Exercise input –
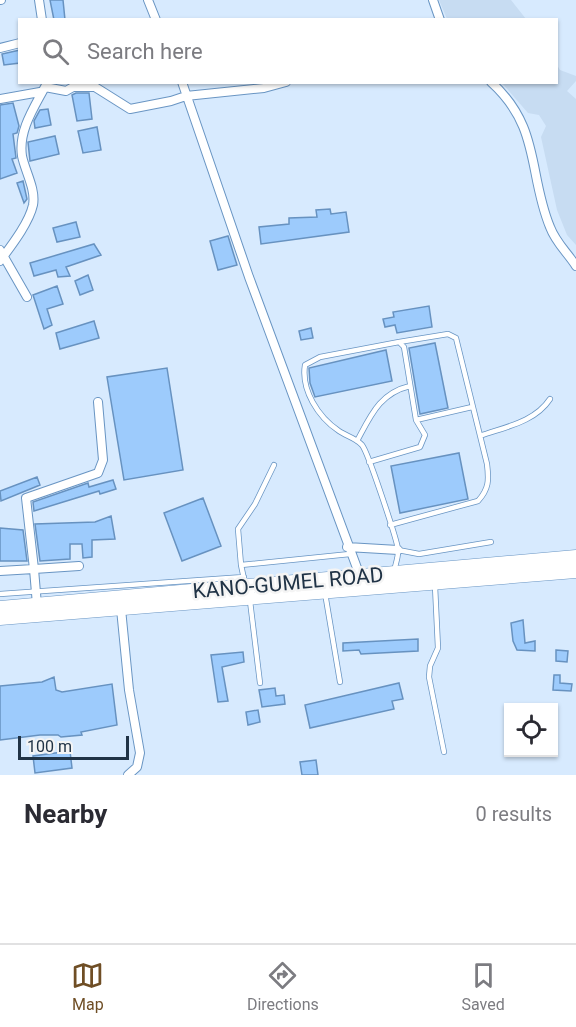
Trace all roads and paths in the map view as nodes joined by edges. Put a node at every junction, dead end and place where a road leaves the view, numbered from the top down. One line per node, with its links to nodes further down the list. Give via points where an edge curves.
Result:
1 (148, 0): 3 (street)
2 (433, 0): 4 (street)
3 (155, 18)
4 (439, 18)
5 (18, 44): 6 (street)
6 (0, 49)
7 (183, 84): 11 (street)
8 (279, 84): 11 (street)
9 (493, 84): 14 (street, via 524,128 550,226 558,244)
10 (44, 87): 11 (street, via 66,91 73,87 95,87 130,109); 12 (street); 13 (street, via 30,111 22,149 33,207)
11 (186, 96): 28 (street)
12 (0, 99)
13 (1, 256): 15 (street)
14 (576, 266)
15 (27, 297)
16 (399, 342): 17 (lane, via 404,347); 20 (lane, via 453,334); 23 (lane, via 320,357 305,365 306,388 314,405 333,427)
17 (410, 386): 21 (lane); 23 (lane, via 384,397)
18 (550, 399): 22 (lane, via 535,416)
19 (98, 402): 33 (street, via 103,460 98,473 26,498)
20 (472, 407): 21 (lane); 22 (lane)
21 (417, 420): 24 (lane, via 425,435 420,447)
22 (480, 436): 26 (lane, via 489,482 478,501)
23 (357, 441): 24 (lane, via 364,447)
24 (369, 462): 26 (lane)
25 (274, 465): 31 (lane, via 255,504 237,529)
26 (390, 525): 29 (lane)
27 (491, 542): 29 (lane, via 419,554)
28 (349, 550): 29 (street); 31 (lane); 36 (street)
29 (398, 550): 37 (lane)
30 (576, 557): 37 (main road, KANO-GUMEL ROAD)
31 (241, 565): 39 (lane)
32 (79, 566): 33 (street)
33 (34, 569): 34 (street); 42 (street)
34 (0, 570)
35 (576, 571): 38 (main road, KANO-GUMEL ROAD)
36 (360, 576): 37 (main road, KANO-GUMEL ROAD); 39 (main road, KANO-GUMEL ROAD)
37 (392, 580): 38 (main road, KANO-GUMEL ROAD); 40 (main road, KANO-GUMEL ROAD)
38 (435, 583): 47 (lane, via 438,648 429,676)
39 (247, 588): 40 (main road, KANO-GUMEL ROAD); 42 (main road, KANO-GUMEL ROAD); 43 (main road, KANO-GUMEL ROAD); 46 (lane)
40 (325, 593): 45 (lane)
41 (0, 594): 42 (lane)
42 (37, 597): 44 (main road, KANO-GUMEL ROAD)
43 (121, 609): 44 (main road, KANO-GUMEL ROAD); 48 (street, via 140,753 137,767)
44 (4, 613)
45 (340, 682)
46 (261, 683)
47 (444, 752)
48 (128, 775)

What you have to do –
Only a number is wanted here: how many lines of the material hold the word "GUMEL".

Answer space –
7